22 Temmuz seçimleri, ekonominin politikadan ve politikanın ekonominden kovulmuşluğunun açık bir kanıtıdır. Düzen partilerinin hiçbiri, söylemsel düzeyde bile, serbest piyasa ekonomisine, IMF programlarına ve neo-liberalizme açıkça karşı çıkmamış, bunu miting meydanlarında bir popülizm unsuru olarak dahi kullanmamışlardır. Mazot Bir YTL Olacak” demagojisi dışında ekonomi, siyasetin dilinden tamamen çıkarılmış ve seçim sonuçlarına bakarak da görülebileceği üzere Türkiye toplumunun buna bir itirazı olmamış, borç rakamlarındaki ve cari açıktaki artışa, “dostlar alışverişte görsün” mantığıyla yapılan vurgu da toplumsal bir karşılık bulmamıştır.
Ekonominin kovulduğu bir politika anlayışı, politikanın bizatihi kendisinin apolitikleşmesi anlamına gelmektedir. Türkiye solunun genelindeki yaygın kanının aksine, toplumsal depolitizasyon dönemi çoktan kapanmış, toplum hızla politikleşmiştir. Ancak, ekonominin olmadığı ve dolayısıyla sisteme herhangi bir alternatifin getirilmediği, ütopyanın dışlandığı ve devrimin adının dahi telaffuz edilmediği bir dönemde politika da apolitik olmaya mahkûmdur ve nüanslar, ritüeller, semboller ya da kimlikler üzerinden icra edilmektedir.

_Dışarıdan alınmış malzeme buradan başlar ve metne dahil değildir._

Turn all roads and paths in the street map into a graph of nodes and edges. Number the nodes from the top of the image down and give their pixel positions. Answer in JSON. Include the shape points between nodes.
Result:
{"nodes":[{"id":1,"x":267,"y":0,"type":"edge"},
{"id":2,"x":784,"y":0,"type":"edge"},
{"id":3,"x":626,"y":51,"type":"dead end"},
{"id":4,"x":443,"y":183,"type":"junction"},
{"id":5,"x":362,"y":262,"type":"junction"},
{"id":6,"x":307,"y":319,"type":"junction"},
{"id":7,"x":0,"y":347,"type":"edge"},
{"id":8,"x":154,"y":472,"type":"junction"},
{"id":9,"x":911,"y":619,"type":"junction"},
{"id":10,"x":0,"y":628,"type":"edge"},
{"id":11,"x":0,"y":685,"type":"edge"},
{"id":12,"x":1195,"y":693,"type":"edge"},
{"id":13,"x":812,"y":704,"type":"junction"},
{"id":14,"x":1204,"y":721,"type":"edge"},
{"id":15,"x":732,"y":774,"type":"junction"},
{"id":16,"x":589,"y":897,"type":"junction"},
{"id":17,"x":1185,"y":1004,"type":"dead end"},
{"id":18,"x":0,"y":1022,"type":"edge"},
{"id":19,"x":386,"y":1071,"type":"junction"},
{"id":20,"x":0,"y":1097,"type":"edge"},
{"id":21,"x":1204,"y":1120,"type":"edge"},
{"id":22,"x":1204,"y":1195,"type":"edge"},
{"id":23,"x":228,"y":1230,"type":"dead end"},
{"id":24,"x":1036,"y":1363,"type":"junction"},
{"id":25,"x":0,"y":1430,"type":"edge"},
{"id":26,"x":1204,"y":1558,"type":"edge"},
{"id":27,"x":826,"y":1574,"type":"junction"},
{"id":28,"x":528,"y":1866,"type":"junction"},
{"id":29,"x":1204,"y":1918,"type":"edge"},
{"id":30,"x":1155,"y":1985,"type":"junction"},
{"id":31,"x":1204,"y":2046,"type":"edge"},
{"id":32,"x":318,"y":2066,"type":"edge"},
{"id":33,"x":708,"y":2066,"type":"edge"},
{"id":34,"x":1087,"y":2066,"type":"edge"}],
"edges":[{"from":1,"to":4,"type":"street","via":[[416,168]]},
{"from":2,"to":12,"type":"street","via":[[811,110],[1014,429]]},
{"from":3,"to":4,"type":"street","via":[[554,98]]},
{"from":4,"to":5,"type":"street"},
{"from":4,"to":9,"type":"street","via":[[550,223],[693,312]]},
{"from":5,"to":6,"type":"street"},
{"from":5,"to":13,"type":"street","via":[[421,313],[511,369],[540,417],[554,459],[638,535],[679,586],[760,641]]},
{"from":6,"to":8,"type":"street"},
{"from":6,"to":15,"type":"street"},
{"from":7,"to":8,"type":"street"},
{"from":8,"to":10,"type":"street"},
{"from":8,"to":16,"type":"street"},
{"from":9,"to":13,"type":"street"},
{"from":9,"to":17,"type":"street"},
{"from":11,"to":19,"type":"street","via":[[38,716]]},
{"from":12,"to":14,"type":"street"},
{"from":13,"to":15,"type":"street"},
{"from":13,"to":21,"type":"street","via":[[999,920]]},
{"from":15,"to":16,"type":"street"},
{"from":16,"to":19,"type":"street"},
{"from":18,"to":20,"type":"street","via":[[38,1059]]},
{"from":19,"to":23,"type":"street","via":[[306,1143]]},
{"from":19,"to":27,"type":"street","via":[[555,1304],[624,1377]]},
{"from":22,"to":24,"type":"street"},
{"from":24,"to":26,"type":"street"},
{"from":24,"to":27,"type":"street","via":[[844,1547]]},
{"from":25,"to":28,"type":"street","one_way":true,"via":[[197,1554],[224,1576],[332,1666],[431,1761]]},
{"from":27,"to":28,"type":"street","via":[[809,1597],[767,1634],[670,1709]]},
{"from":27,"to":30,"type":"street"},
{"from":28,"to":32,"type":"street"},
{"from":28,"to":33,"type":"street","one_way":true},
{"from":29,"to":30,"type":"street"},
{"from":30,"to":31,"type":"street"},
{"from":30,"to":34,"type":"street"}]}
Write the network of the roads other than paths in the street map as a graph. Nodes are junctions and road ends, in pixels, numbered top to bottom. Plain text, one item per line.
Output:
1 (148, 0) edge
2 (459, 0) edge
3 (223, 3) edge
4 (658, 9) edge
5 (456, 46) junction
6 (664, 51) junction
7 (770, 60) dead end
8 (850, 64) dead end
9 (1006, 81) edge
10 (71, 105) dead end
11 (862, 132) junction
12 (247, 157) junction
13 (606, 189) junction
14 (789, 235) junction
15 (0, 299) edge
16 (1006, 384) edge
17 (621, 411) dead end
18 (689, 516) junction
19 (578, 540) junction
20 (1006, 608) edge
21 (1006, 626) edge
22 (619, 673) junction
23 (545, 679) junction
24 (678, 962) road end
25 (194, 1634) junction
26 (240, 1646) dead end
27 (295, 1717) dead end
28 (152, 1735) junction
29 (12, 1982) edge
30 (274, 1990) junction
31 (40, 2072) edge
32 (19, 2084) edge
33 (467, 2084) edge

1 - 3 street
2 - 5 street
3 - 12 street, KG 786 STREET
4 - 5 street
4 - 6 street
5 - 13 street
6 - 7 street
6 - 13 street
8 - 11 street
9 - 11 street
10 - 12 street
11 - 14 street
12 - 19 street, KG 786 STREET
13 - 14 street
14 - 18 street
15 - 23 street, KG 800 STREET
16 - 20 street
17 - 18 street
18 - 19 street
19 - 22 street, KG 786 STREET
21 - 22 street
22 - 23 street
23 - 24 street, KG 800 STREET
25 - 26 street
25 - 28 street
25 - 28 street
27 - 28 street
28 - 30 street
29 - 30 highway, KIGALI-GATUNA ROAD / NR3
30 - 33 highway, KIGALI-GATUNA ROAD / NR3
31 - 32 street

ÖSS üzerinden, urgan üzerinden, laiklik üzerinden yapılan politika, apolitik bir politikadır ve burada “değerlerin dağıtımı”na, burada “ortak iyi”ye, burada politikanın tanımına içkin hiçbir unsura yer yoktur.
Toplumun özelleştirilmesi, kamusal varlıkların özelleştirilmesi yoluyla devletin sözde ekonomik alanın dışına çıkarılmasını sağlamakla kalmamış, toplumun bizzat kendisini ekonomik karar alma mekanizmalarının dışına çıkarmış, politikayı, içerisinde ekonomin olmadığı “saf” bir veçheye kavuşturmuş ve üstelik bunu sorgulanamaz bir meşruiyetle taçlandırmayı başarmıştır da.
Solun, ekonomiyi politikaya, politikayı da ekonomiye yeniden dâhil etmesi ve böylelikle politikayı yeniden politikleştirerek, toplumun özelleştirilmesinde bir kısa devre yaratması gerekmektedir.